Egypt Independent

Stories of veiled women banned from entering resorts and restaurants



Even though the majority of Egyptian women wear hijab, this summer brings an uncomfortable surprise for them, as they have been banned from entering several veil-free restaurants and hotels.
 
During the last couple of years, a number of veil-free zones have appeared in Egypt, mostly in Hurgada and Sharm El-Sheikh, but their popularity has recently increased across the country. 
 
This has sparked a wave of popular outrage among veiled Egyptians, who consider this to be a violation of personal rights. In response, a group of veiled women have launched a Facebook group entitled "Respect my veil," where they can publish stories of veiled women, who were not allowed into many Egyptian establishments.
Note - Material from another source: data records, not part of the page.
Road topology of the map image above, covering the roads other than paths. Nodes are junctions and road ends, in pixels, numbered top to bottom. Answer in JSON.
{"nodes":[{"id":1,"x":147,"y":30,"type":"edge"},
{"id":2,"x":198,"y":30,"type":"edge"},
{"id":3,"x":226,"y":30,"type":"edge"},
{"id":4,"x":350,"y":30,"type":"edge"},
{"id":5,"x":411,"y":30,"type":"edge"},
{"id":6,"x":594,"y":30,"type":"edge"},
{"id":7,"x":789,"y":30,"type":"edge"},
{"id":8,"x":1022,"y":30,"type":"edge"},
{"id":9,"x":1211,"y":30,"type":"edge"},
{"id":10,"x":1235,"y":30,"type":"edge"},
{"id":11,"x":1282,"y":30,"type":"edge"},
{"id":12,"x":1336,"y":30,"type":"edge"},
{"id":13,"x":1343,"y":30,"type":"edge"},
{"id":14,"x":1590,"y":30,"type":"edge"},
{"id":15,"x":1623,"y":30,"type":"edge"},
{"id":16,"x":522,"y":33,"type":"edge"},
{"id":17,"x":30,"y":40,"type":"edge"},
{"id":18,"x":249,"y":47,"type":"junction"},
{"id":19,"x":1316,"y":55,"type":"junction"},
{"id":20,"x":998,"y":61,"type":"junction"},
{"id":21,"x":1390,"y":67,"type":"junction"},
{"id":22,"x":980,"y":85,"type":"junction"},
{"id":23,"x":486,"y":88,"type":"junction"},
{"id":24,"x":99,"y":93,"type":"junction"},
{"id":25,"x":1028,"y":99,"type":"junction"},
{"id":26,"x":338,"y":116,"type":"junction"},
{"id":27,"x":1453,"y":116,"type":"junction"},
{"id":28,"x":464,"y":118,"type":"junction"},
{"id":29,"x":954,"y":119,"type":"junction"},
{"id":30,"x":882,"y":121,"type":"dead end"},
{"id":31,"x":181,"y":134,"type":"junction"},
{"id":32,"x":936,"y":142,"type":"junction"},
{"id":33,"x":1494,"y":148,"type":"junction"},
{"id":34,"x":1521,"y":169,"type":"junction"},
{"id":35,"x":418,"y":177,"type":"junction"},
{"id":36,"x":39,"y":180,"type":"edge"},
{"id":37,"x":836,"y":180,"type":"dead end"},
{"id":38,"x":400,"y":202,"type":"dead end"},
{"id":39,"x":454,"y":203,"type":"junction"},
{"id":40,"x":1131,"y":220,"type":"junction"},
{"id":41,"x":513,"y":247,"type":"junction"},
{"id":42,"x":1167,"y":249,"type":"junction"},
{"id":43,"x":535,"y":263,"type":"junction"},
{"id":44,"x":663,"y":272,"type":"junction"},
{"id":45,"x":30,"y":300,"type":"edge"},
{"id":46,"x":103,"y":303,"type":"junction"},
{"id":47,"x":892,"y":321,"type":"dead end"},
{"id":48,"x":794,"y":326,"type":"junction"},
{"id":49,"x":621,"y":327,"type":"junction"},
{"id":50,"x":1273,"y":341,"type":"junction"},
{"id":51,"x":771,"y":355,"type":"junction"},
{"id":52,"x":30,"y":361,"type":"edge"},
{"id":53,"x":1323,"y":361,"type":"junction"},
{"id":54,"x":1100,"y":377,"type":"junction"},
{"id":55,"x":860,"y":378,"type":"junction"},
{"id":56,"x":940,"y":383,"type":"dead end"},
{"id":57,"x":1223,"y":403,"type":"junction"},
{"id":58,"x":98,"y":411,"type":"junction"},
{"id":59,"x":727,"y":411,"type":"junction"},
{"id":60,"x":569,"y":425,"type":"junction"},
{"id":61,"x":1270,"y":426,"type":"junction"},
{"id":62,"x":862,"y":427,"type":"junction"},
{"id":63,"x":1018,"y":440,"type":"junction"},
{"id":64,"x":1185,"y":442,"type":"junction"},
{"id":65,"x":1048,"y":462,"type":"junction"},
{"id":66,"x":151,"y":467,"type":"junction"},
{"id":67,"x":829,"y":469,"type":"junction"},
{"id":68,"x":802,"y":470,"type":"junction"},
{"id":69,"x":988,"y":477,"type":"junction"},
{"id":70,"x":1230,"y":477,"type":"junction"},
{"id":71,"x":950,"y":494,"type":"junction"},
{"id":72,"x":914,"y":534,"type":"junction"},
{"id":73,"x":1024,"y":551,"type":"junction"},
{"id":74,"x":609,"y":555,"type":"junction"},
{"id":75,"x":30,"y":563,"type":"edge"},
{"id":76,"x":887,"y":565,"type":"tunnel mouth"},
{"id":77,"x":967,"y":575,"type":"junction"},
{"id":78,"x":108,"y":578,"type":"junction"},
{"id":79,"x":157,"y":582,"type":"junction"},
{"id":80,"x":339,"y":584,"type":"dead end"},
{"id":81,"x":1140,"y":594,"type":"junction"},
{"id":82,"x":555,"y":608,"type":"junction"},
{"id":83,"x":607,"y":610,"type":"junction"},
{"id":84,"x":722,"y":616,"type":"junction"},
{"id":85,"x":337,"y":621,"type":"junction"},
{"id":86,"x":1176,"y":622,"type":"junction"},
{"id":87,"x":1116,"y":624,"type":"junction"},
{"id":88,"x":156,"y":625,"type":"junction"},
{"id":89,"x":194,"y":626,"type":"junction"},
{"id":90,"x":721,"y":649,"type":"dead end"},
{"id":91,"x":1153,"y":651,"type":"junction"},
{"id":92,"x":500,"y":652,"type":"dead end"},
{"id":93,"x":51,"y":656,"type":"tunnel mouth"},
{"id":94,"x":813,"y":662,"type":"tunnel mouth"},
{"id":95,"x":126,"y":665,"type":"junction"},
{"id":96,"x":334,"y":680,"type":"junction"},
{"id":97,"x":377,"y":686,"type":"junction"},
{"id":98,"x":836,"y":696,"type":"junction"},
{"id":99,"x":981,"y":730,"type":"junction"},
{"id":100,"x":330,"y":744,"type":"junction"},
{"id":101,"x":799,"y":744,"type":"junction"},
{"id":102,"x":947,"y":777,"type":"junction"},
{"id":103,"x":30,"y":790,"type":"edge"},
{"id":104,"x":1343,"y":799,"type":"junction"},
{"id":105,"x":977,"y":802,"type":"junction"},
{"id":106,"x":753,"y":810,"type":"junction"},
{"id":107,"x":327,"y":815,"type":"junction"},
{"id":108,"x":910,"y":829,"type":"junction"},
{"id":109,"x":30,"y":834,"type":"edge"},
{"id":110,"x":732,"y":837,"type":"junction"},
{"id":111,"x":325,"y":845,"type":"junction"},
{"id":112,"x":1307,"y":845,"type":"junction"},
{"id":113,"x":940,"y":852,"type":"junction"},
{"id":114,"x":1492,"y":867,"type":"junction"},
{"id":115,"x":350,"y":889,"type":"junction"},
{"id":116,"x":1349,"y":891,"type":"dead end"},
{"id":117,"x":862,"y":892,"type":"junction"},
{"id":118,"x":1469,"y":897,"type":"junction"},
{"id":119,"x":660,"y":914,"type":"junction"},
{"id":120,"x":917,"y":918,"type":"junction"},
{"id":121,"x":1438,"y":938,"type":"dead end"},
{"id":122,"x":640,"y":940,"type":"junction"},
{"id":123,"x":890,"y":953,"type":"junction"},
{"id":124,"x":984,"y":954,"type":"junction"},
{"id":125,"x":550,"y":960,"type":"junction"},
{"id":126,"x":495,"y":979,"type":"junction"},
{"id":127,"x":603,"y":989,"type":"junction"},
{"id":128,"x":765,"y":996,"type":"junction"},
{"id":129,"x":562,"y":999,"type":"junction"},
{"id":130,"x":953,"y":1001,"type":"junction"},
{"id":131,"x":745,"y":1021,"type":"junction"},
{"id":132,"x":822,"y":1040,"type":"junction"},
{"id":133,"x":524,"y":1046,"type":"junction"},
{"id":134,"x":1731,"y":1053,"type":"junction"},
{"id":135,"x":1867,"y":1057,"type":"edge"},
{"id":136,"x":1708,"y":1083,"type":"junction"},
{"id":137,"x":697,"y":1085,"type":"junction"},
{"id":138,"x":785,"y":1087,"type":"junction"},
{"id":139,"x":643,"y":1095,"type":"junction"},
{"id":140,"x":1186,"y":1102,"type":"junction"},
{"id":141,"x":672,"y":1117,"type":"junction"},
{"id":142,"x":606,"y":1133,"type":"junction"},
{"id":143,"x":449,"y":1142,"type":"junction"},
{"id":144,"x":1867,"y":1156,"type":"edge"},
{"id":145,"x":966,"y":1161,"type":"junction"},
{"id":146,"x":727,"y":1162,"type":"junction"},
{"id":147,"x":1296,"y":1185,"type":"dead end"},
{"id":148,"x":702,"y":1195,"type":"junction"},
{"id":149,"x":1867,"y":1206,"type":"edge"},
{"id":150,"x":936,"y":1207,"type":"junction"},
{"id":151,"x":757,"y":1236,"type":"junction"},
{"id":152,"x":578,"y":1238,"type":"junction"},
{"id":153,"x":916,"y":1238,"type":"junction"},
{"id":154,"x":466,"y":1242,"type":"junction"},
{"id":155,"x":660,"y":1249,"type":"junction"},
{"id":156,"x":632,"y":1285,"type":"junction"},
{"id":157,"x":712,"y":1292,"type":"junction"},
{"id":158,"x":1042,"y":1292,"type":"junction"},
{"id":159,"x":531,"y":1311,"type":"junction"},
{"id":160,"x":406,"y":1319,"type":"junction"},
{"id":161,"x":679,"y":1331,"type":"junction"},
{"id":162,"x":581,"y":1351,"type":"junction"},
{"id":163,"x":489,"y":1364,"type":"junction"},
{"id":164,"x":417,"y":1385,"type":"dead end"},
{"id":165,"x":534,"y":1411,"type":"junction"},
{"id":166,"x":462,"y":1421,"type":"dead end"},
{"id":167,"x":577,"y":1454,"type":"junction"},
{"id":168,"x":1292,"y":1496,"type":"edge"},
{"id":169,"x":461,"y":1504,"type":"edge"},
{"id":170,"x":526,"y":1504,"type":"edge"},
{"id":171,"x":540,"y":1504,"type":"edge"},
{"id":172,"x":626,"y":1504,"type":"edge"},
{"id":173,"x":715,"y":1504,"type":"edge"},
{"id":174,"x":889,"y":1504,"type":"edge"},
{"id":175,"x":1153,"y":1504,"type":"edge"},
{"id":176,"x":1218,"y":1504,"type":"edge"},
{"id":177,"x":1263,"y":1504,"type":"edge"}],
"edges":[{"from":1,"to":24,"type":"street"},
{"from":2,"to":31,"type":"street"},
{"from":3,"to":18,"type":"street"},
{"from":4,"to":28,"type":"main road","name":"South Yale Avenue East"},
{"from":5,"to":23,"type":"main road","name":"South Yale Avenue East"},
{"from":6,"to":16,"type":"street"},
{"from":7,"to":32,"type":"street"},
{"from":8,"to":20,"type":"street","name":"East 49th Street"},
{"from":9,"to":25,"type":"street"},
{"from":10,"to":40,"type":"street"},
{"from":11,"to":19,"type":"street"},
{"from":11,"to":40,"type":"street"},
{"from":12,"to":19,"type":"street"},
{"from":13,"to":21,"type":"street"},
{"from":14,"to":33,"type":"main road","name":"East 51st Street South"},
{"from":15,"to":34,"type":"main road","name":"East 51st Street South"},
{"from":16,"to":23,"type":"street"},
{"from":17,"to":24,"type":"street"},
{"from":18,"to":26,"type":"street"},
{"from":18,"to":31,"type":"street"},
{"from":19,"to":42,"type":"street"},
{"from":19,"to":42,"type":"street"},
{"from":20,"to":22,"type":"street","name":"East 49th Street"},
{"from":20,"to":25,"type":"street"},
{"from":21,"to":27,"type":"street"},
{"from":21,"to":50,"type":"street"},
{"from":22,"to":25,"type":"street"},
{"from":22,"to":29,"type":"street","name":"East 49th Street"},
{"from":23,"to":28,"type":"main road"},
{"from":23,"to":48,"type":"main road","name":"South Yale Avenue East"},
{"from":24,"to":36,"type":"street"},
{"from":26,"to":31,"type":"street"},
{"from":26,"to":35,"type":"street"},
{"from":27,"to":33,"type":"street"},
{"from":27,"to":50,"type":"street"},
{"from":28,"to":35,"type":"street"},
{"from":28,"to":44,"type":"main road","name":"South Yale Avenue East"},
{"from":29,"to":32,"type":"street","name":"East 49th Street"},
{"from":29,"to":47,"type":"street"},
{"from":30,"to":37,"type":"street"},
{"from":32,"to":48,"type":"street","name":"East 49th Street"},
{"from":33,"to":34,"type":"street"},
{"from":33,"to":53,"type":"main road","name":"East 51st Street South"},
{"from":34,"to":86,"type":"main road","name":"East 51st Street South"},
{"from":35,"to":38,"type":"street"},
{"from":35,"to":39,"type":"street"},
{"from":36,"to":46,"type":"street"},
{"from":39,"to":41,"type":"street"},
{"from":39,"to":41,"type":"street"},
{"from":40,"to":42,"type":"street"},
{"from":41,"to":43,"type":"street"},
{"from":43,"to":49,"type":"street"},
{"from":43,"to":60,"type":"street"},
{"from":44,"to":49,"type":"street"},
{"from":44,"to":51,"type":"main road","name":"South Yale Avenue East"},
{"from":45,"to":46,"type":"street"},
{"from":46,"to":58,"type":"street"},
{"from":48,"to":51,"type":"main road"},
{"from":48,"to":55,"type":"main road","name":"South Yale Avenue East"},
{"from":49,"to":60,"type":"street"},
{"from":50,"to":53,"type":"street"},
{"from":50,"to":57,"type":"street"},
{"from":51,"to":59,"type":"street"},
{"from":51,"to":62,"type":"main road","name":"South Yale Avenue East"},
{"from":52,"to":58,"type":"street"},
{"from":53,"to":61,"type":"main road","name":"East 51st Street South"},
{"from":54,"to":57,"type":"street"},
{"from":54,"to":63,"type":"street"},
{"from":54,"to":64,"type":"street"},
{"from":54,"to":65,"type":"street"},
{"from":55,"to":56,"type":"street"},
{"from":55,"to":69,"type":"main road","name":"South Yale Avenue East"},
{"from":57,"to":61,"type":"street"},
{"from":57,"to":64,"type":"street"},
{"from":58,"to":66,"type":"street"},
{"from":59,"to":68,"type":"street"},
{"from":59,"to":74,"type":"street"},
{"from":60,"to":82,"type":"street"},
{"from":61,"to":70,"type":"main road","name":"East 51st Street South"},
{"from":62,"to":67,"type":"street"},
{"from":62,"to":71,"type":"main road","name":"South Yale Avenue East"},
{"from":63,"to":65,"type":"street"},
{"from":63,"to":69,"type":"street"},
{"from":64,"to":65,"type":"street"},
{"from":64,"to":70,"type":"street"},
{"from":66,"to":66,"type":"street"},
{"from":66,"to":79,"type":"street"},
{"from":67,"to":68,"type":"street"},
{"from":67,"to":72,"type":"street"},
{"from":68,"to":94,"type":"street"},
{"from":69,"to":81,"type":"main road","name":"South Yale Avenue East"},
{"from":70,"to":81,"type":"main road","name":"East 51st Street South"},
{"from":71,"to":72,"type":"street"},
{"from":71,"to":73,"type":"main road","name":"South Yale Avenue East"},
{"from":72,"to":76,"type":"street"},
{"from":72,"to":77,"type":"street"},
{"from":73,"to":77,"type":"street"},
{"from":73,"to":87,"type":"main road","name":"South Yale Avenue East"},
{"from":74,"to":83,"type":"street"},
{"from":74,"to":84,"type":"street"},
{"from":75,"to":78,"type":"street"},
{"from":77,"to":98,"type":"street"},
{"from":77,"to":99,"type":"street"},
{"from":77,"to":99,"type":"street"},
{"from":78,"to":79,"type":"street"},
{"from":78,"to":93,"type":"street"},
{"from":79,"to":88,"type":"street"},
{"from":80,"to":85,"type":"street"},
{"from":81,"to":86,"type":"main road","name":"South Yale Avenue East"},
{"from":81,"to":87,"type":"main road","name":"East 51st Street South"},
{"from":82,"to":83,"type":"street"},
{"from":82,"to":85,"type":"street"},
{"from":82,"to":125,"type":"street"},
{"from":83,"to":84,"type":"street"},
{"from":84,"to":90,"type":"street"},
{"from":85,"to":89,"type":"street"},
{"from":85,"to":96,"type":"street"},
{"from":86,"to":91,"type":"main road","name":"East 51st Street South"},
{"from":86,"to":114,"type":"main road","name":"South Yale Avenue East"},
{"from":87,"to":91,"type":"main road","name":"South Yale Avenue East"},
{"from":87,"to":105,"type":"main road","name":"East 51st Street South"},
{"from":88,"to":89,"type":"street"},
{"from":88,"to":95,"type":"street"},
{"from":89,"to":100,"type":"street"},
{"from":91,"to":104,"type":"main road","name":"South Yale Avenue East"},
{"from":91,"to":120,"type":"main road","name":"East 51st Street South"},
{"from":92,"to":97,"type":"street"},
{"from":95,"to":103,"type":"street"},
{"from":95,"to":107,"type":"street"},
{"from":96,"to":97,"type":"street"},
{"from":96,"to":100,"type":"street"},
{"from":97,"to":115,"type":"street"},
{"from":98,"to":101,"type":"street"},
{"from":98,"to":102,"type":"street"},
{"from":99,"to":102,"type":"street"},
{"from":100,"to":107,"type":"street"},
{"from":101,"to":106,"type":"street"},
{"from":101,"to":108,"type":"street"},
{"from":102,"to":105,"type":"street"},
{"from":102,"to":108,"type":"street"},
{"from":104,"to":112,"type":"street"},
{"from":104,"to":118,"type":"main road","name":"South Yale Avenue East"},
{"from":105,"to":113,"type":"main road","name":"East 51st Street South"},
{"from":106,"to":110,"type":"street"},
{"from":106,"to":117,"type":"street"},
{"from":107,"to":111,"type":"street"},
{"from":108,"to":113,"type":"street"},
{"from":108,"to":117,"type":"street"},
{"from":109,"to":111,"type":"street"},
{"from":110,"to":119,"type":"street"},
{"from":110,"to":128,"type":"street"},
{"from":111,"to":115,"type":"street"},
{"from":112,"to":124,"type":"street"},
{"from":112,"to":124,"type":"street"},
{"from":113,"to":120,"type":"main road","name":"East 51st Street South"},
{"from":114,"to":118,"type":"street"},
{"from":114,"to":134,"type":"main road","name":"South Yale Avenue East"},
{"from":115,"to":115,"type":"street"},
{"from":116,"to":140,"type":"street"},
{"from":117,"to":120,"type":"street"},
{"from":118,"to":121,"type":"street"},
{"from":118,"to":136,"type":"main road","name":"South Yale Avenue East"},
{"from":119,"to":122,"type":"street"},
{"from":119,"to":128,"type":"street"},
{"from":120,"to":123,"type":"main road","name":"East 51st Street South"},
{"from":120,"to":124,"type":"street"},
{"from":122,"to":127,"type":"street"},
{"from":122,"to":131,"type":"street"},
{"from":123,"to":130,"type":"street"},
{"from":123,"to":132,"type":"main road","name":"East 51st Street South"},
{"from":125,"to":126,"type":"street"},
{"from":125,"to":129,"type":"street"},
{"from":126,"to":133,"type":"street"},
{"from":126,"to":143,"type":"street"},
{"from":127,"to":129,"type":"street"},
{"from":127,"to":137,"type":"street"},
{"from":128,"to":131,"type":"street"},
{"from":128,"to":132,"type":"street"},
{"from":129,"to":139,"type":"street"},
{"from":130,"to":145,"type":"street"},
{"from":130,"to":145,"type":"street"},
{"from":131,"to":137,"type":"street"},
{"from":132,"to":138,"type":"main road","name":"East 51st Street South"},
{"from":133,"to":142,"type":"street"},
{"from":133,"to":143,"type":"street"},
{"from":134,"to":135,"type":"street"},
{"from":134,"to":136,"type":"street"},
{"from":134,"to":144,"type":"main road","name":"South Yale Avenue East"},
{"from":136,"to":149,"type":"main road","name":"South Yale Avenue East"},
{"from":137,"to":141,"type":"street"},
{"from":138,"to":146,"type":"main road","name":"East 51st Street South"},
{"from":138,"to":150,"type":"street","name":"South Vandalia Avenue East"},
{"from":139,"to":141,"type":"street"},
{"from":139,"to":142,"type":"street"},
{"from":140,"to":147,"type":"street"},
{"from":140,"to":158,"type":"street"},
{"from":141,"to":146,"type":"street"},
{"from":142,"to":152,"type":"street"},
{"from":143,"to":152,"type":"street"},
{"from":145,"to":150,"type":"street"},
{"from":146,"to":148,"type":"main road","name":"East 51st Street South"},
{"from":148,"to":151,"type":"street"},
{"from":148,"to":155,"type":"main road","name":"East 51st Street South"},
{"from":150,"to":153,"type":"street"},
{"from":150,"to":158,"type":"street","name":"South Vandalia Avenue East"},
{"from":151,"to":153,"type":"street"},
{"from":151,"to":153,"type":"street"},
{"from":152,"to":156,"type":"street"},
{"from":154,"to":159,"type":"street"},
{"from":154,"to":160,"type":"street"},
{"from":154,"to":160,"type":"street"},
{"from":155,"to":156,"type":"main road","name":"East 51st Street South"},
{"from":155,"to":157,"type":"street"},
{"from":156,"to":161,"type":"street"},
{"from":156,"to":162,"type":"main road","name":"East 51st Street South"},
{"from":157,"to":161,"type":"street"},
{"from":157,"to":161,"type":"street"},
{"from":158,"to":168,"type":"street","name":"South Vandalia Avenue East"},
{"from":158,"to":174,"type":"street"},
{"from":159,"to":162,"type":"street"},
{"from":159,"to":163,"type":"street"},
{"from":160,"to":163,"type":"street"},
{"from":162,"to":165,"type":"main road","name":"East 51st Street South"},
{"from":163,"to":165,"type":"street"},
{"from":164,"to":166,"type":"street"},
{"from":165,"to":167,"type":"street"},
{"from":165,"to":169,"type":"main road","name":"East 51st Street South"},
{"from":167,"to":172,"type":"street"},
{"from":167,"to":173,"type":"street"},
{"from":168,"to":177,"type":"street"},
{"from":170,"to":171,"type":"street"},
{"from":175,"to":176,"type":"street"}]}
The corresponding hashtag on Twitter, recounting all the places that ban the entry of veiled women, has gone viral on social media. 
 
The group has prepared a full list of "hijab-free" places, calliing for a boycott of L'aubergine, Grafitti, Four Seasons, Gabriel Marina restaurant and Lemon Tree.
 
Many resorts and hotels have also banned women to swim wearing a full-body swimsuit, which conforms to Islam's traditional emphasis on modest dress.
 
Those resorts include Fairmont Heliopolis Hotel, Stella de Mare Ain Al-Sokhna resort, Citadel Azure Sahl Hashish, Makadi Garden Azur, Oasis hotel, Arabia Azure Hurgada resort, Stiengenberger Gouna and La Vista North Coast.
 
You are not allowed to get in
 
“We’ve travelled to Ain El-Sokhna for a nice vacation in Stella de Mare resort, it was fun in the beginning, but everything got worse when we decided to swim in the pool,” Dina Zafer, a translator, told Egypt Independent.
 
After swimming for a few minutes in the pool along with her little kid, Zafer heard an alerting whistle and a worker shouting at her, asking her to leave the pool.
 
Zafer did not like the worker's manner, but she went out of the pool, wondering about the reason for his behaviour; “Sorry, but full body swimsuits are not allowed,” the worker said, explaining that this form of clothing increases the amount of bacteria in the pool. He also added that it’s the resort’s policy: women are allowed to swim with full body swimsuits only in the sea and the baby's pool.
 
"The worker’s response seemed ridiculous and unconvincing, and with no hesitation I decided to withdraw my money and leave the place instantly," Zafer said.
 
Zafer shortly complained the resort on Booking.com, Tripadvisor and with the Consumer Protection Agency.
 
Egypt Independent contacted the "Stella De Mare" hotel in Ain El-Sokhna, and they confirmed only "sleeveless swimming suits" are allowed.
 
At the same time, Sarah Taha reported on her Facebook account that she had been turned away, along with her friends, at one of the restaurants in Marina (North Coast) for being “veiled”.
 
“The worker told me it's the restaurant policy which bans veiled women from enter the facilities. He can secretly let me in during weekdays, but it’s impossible during weekends or Eid vacation,” Taha said.
 
Reem Mohammed, a married lady, said that she passed by five different beaches in Marina along with her husband and child, but all of them (including Sky Pool and Gabriel) refused them entry because she was wearing a headscarf. 
 
Dina Hassan wrote on the "Respect my veil"  Facebook group that Lemon Tree does not let veiled girls in after 6 o'clock; and Andrea Hacienda doesn't allow any veiled women to get in, even if they want to use the bathroom.
 
"During Eid Al-Fitr vacation I went to Steignberger hotel along with my family and friends.  When our ladies went into the pool, the hotel workers told them to leave, because they were wearing full-body swimsuits," said Ahmed Zein on his Facebook account.
 
Zien angrily discussed what happened with the recreation manager, who stressed that full-body swimming wear was not allowed in accordance with ministry of tourism instructions. The ministry spokesperson, Rasha Al-Azaizy, denied any allegations of instructing the hotels to ban veiled women.
 
"It's not true, but if it happened it's a clear violation," Al-Azaizy said, urging women to complain to the Ministry and report all such violations.